_DATASET_
>>
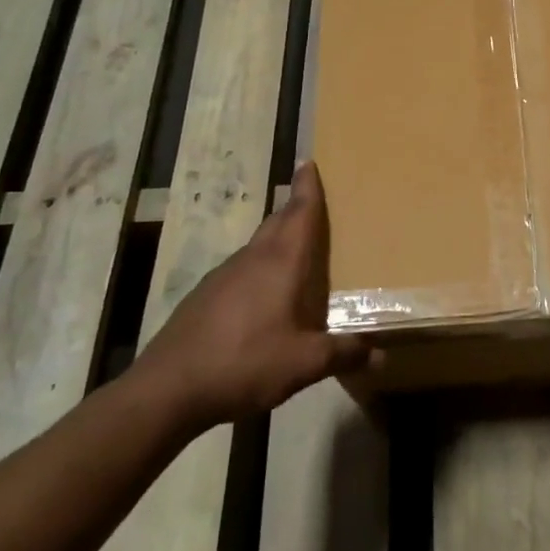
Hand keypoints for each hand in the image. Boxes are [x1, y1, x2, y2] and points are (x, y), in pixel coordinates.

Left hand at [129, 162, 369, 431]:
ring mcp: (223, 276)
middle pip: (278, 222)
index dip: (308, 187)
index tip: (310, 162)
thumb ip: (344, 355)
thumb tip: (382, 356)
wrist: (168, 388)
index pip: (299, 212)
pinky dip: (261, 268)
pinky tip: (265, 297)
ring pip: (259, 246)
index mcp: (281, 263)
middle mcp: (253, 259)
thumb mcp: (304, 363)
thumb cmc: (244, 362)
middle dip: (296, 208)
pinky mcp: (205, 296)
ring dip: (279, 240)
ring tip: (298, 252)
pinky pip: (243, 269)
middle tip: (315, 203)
<<
>>
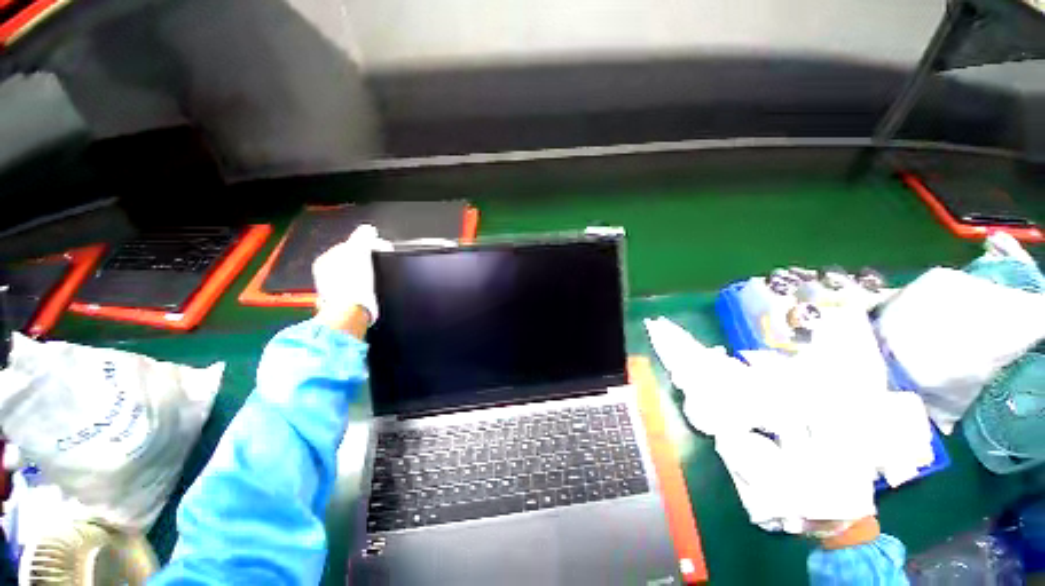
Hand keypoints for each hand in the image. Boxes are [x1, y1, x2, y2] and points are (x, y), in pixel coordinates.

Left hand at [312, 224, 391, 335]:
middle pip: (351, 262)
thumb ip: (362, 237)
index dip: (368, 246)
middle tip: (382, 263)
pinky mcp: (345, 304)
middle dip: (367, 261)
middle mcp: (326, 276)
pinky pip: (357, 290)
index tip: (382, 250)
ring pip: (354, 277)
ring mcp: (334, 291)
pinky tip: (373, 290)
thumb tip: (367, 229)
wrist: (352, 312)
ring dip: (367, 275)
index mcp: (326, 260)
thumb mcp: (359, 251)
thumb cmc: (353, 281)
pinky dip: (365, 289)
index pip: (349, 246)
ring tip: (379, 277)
<<
Each line above that has the word "middle" must be copied.

middle pip: (278, 222)
middle mcp: (253, 259)
middle dip: (296, 208)
middle tip: (315, 203)
middle pip: (351, 262)
middle tip: (382, 263)
middle dip: (367, 261)
middle mcp: (326, 276)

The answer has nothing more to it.